Here we show how to incorporate uncertainty into model predictions of
interaction probability to account for imperfect observation (both
false-negatives and false-positives). Models for interaction prediction
typically yield a probability of interaction between each pair of species,
$p_{ij}$. When these are considered with uncertainty, it is usually
model-uncertainty, e.g. the variance in the interaction probability prediction
across several cross-validation folds, where the data is split into training and
test sets several times. The method we introduce adjusts the value of a model's
predictions to produce a distribution of interaction probabilities corrected by
a given false-negative-rate $p_{fn}$ and false-positive-rate $p_{fp}$ (outlined
in figure @fig:resampling_concept).
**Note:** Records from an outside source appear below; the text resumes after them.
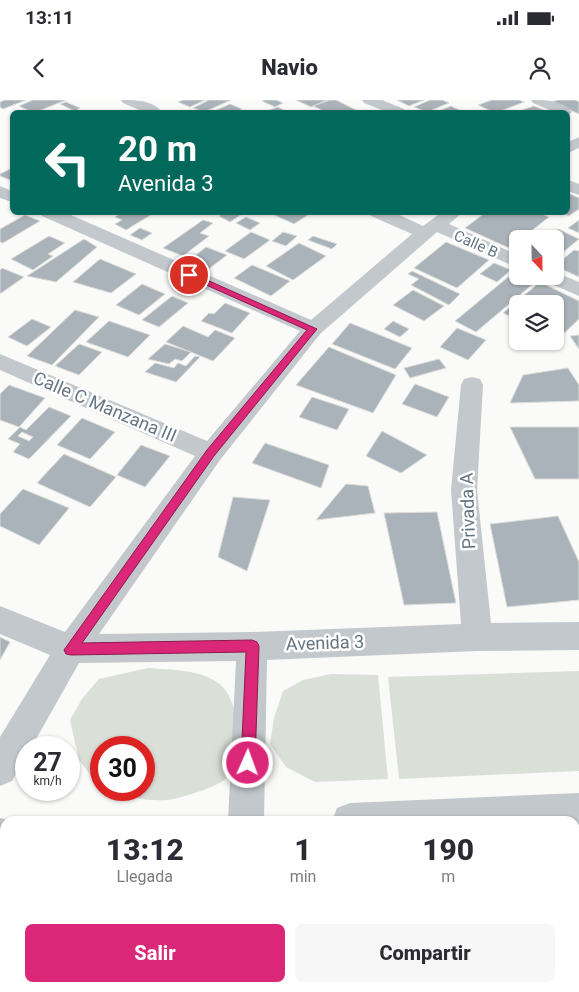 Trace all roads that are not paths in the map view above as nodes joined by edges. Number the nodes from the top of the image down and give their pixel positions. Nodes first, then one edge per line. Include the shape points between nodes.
1 (128, 100) edge
2 (370, 100) edge
3 (538, 100) edge
4 (151, 110) edge
5 (394, 110) edge
6 (560, 110) edge
7 (55, 215) edge
8 (393, 215) edge
9 (438, 224) edge
10 (509, 258) edge
11 (564, 283) edge
12 (579, 290) edge
13 (313, 329) junction
14 (0, 361) edge
15 (472, 385) dead end
16 (210, 453) junction
17 (0, 620) edge
18 (579, 636) edge
19 (477, 637) junction
20 (252, 646) junction
21 (71, 650) junction
22 (0, 769) edge
23 (579, 810) edge
24 (246, 816) edge
25 (454, 816) edge

1 - 4 street
2 - 5 street
3 - 6 street
7 - 13 street
8 - 9 street, Calle B
9 - 10 street, Calle B
9 - 13 street
11 - 12 street
13 - 16 street
14 - 16 street, Calle C Manzana III
15 - 19 street, Privada A via 464,490
16 - 21 street
17 - 21 street
18 - 19 street, Avenida 3
19 - 20 street, Avenida 3
20 - 21 street, Avenida 3
20 - 24 street
21 - 22 street
23 - 25 street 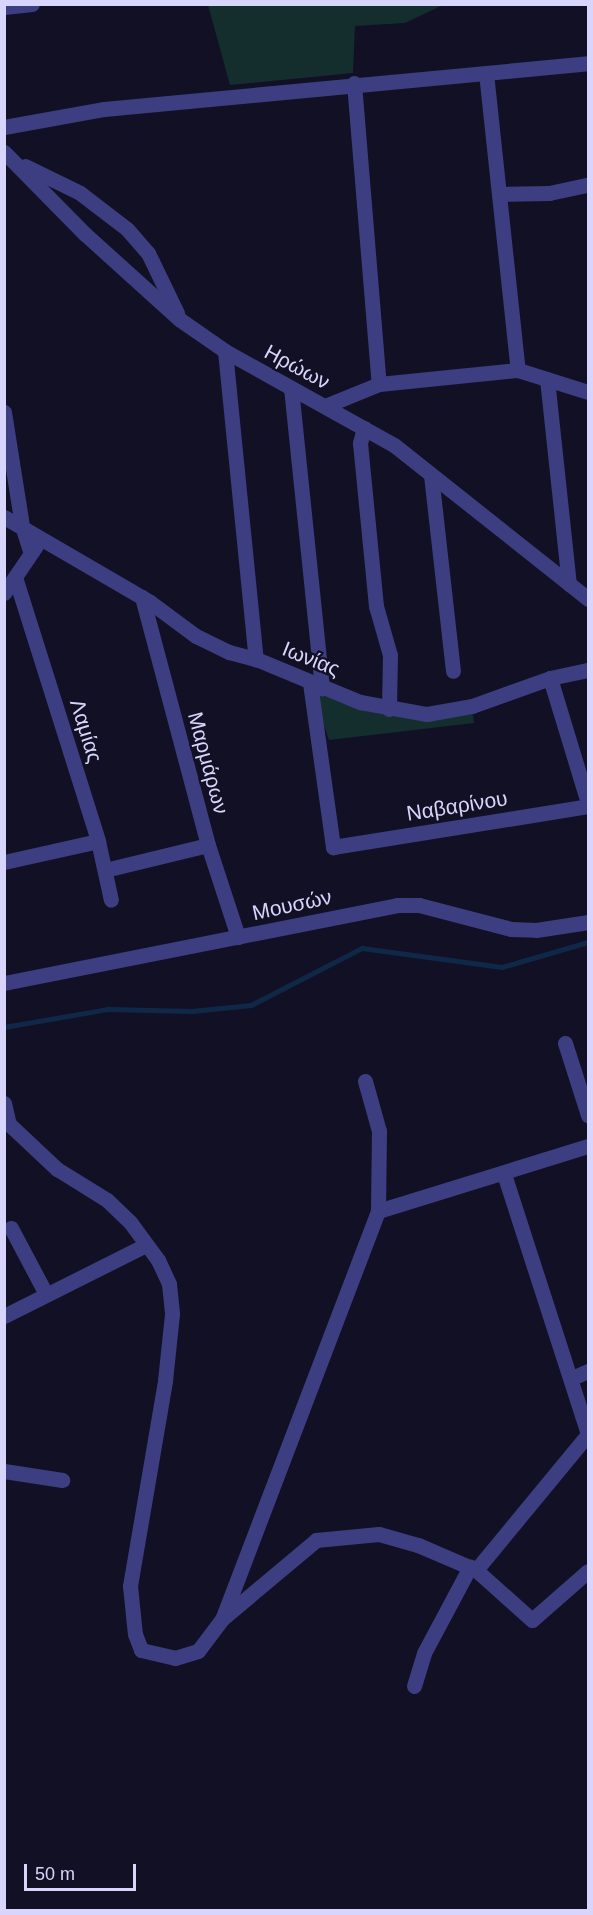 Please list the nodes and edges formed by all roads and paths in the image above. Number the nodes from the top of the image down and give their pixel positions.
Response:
1 (32, 4) edge
2 (4, 8) edge
3 (588, 63) edge
4 (486, 73) junction
5 (354, 84) junction
6 (4, 127) edge
7 (7, 155) edge
8 (588, 185) edge
9 (499, 194) junction
10 (179, 319) junction
11 (225, 351) junction
12 (518, 370) junction
13 (547, 379) junction
14 (379, 384) junction
15 (291, 388) junction
16 (588, 392) edge
17 (325, 406) junction
18 (4, 412) edge
19 (364, 428) junction
20 (431, 475) junction
21 (4, 517) edge
22 (22, 526) junction
23 (43, 537) junction
24 (31, 553) junction
25 (15, 577) junction
26 (569, 584) junction
27 (4, 593) edge
28 (142, 597) junction
29 (588, 599) edge
30 (256, 659) junction
31 (588, 670) edge
32 (453, 671) dead end
33 (550, 678) junction
34 (316, 685) junction
35 (389, 709) junction
36 (588, 805) edge
37 (98, 841) junction
38 (208, 845) junction
39 (4, 862) edge
40 (105, 870) junction
41 (111, 900) dead end
42 (588, 922) edge
43 (238, 937) junction
44 (4, 983) edge
45 (565, 1043) dead end
46 (365, 1082) dead end
47 (4, 1103) edge
48 (588, 1115) edge
49 (588, 1146) edge
50 (504, 1174) junction
51 (378, 1211) junction
52 (11, 1228) dead end
53 (146, 1245) junction
54 (46, 1294) junction
55 (4, 1316) edge
56 (588, 1371) edge
57 (572, 1378) junction
58 (4, 1471) edge
59 (62, 1480) dead end
60 (473, 1569) junction
61 (588, 1571) edge
62 (222, 1619) junction
63 (414, 1686) dead end

1 - 2 street
3 - 4 street
4 - 5 street
4 - 9 street
5 - 6 street
5 - 14 street
7 - 10 street, Ηρώων
7 - 10 street
8 - 9 street
9 - 12 street
10 - 11 street, Ηρώων
11 - 15 street, Ηρώων
11 - 30 street
12 - 13 street
12 - 14 street
13 - 16 street
13 - 26 street
14 - 17 street
15 - 17 street, Ηρώων
15 - 34 street
17 - 19 street, Ηρώων
18 - 22 street
19 - 20 street, Ηρώων
19 - 35 street
20 - 26 street, Ηρώων
20 - 32 street
21 - 22 street, Ιωνίας
22 - 23 street, Ιωνίας
22 - 24 street
23 - 24 street
23 - 28 street, Ιωνίας
24 - 25 street
25 - 27 street
25 - 37 street, Λαμίας
26 - 29 street, Ηρώων
28 - 30 street, Ιωνίας
28 - 38 street, Μαρμάρων
30 - 34 street, Ιωνίας
31 - 33 street, Ιωνίας
33 - 35 street, Ιωνίας
33 - 36 street
34 - 35 street, Ιωνίας
34 - 36 street, Ναβαρίνου
37 - 39 street
37 - 40 street, Λαμίας
38 - 40 street
38 - 43 street, Μαρμάρων
40 - 41 street, Λαμίας
42 - 43 street, Μουσών
43 - 44 street, Μουσών
45 - 48 street
46 - 51 street
47 - 53 street
49 - 50 street
50 - 51 street
50 - 57 street
51 - 62 street
52 - 54 street
53 - 54 street
53 - 62 street
54 - 55 street
56 - 57 street
57 - 60 street
58 - 59 street
60 - 61 street
60 - 62 street
60 - 63 street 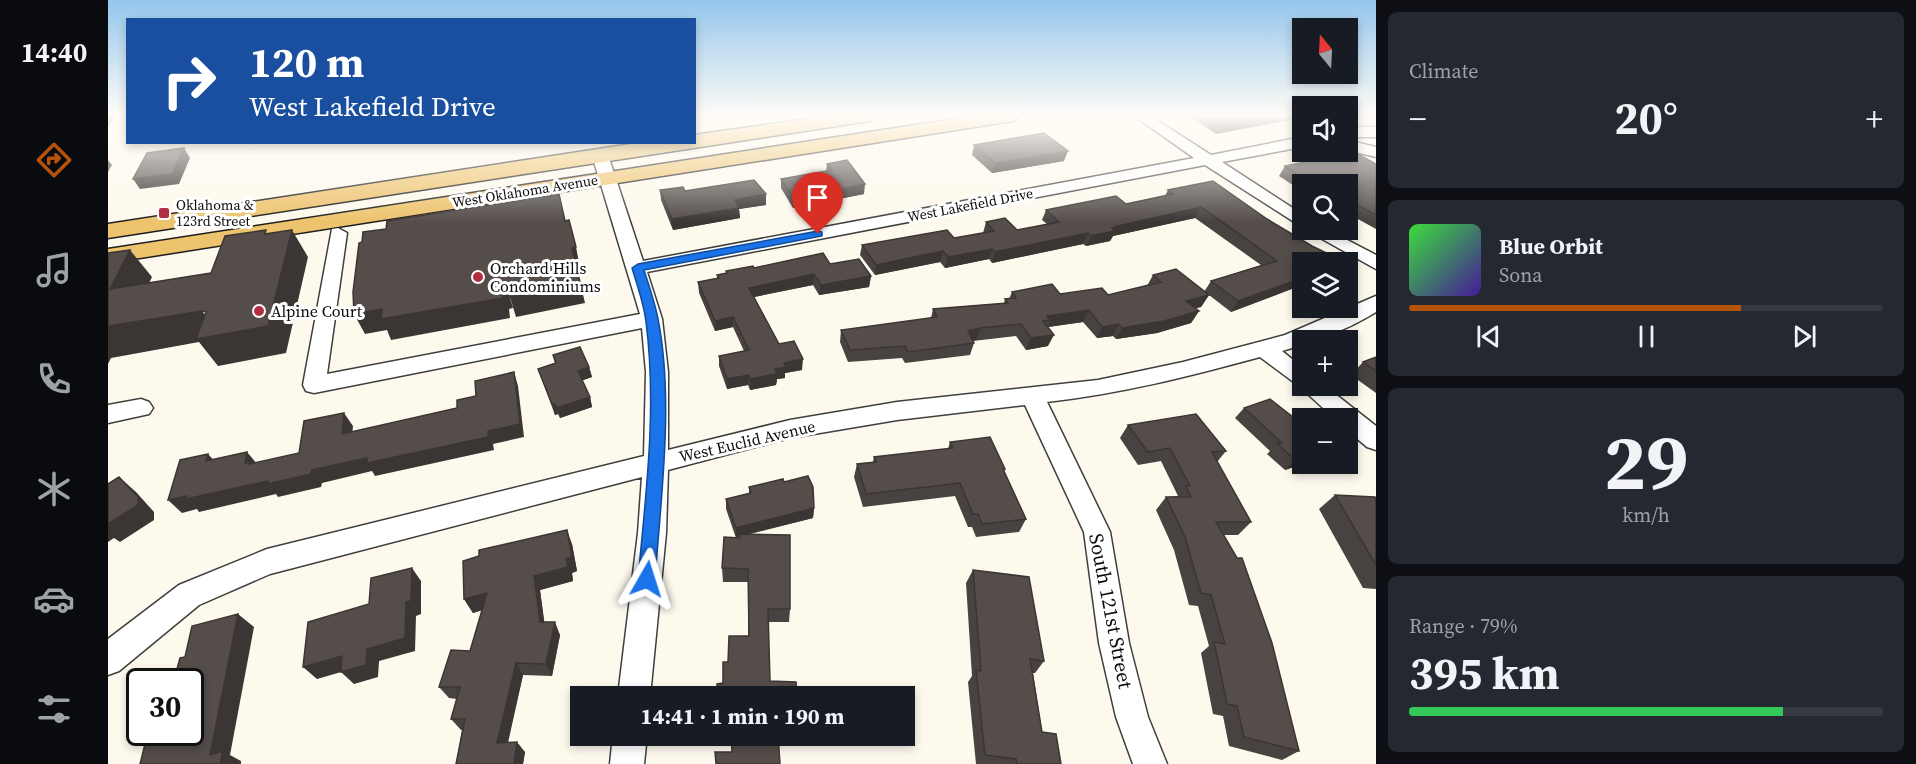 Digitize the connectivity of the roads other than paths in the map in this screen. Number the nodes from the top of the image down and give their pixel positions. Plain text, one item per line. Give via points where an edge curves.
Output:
1 (628, 151) edge
2 (783, 151) edge
3 (1192, 151) edge
4 (1259, 151) edge
5 (600, 155) junction
6 (1207, 161) junction
7 (608, 178) junction
8 (1292, 216) edge
9 (338, 233) dead end
10 (110, 234) edge
11 (1333, 240) edge
12 (108, 256) edge
13 (1376, 263) edge
14 (638, 268) junction
15 (1376, 303) edge
16 (652, 319) junction
17 (1264, 348) junction
18 (1292, 371) edge
19 (1032, 396) junction
20 (1322, 396) edge
21 (141, 408) dead end
22 (108, 414) edge
23 (1376, 440) edge
24 (656, 461) junction
25 (108, 660) edge
26 (635, 686) edge
27 (629, 746) edge
28 (627, 764) edge
29 (1150, 764) edge

1 - 5 main road, West Oklahoma Avenue
2 - 7 main road, West Oklahoma Avenue
3 - 6 street
4 - 6 street, West Lakefield Drive
5 - 7 street
5 - 10 main road, West Oklahoma Avenue
6 - 8 street
6 - 14 street, West Lakefield Drive
7 - 12 main road, West Oklahoma Avenue
7 - 14 street
9 - 16 street via 314,385
11 - 13 street
14 - 16 street
15 - 17 street, West Euclid Avenue via 1291,341
16 - 24 street via 657,372
17 - 18 street
17 - 19 street, West Euclid Avenue via 1098,388
19 - 24 street, West Euclid Avenue via 897,411
19 - 29 street, South 121st Street via 1097,532 1114,643 1132,717
20 - 23 street
21 - 22 street
24 - 25 street, West Euclid Avenue via 267,562 189,595
24 - 26 street
27 - 28 street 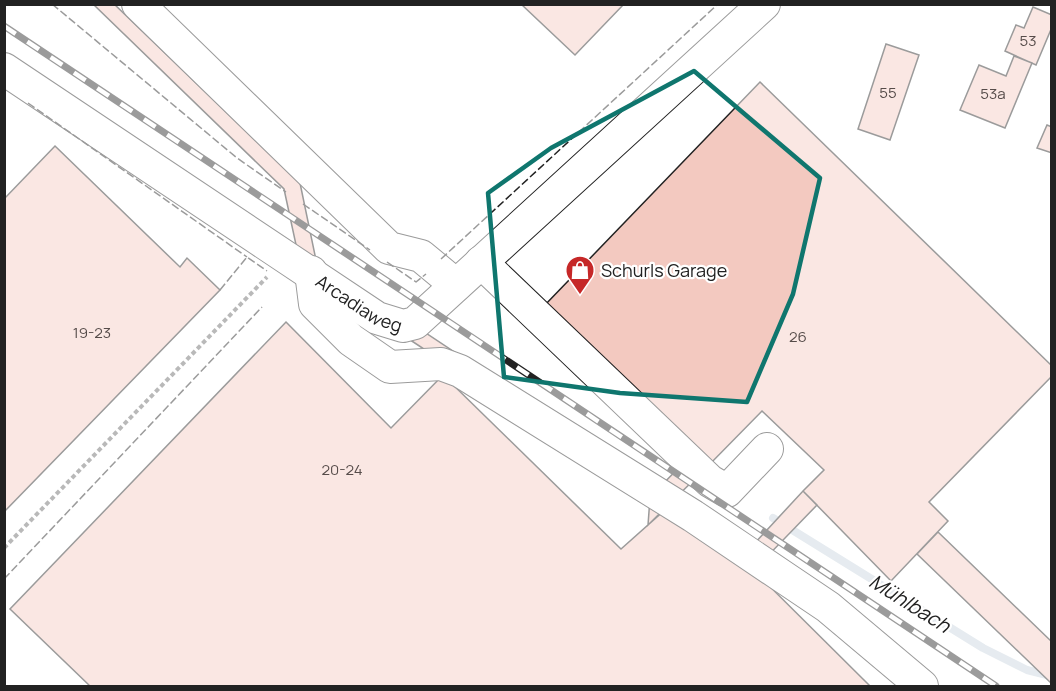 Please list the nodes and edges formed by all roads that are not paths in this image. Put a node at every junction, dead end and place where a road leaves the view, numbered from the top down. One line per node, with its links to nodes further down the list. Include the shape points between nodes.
1 (138, 4): 5 (street, via 389,248)
2 (164, 4): 5 (street)
3 (764, 4): 6 (street, Arcadiaweg)
4 (4, 69): 7 (street, Arcadiaweg)
5 (421, 256): 8 (street)
6 (481, 262): 8 (street, Arcadiaweg); 9 (street, via 710,481 727,491)
7 (299, 264): 8 (street, Arcadiaweg, via 376,318 403,326 415,322); 10 (street, via 315,304 351,340 390,367 441,364 460,371 693,516 828,607)
8 (456, 285)
9 (767, 449)
10 (921, 687) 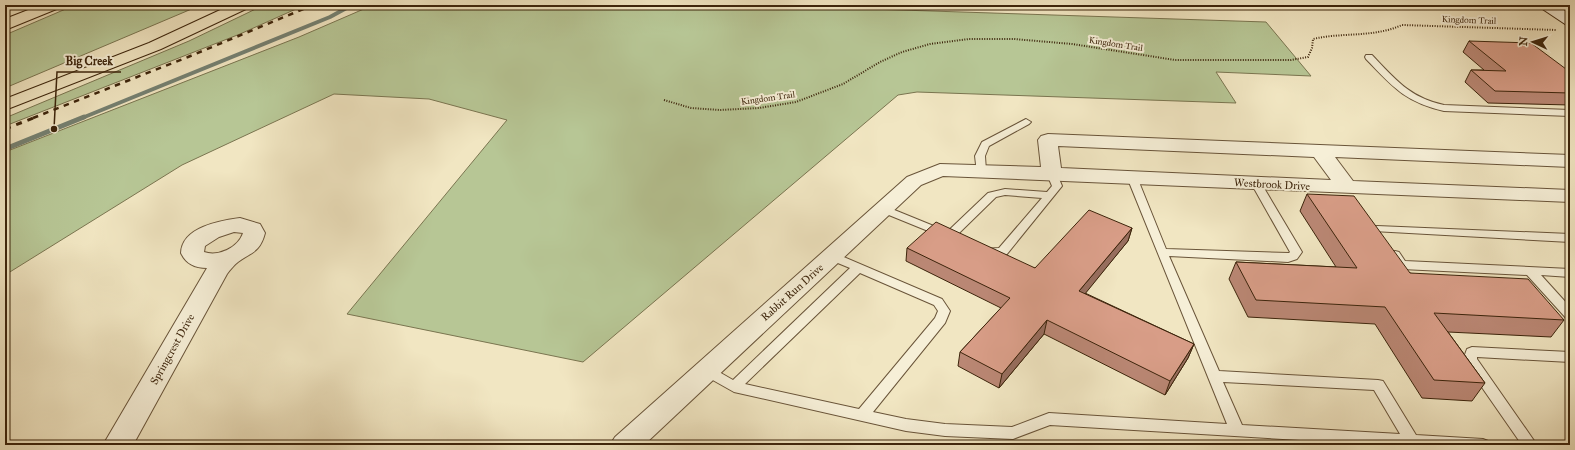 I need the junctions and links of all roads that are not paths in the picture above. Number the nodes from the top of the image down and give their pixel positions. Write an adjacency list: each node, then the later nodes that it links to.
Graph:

First we describe how to sample from this
distribution of adjusted interaction probabilities via simulation, and show that
this distribution can be well-approximated analytically.

![(a) The process for estimating the false-negative-rate (FNR) for an
interaction dataset consisting of $N$ total observed interactions. (b) The
method for resampling interaction probability based on estimates of
false-negative and false-positive rates. (c) The method for interaction
probability resampling applied to three mammals and three parasites from the
@Hadfield2014TalTwo dataset. The original probability $p_{ij}$ is indicated with
a vertical dashed line. The histogram is simulated from the resampling process,
and the line indicates the gaussian approximation to this distribution. Both
resampling simulations and the gaussian approximation is applied with $n_p =150$ ](./figures/uncertainty_sampler.png){#fig:resampling_concept}

To get an estimate of each interaction probability that accounts for observation
error, we resample the output prediction from an arbitrary model for each
interaction $p_{ij}$ by simulating a set of several 'particles'. Each particle
is a realization of an interaction _actually occurring_ assuming $p_{ij}$ is a
correct estimate of the probability of an interaction being _observed_. Each
particle starts as being drawn as true or false according to $p_{ij}$, and then
adjusting this by the rate of observation error given by $p_{fp}$ and $p_{fn}$
to yield a single boolean outcome for each particle (“Resampling” within
@fig:resampling_concept(b)). Across of many particles, the resulting frequency
of ‘true’ outcomes is a single resample of the probability $p_{ij}^*$ that the
interaction actually _occurred_, not just that it was _observed_. Across several
samples each of several particles, this forms a distribution of probabilities
which are adjusted by the true and false-negative-rates.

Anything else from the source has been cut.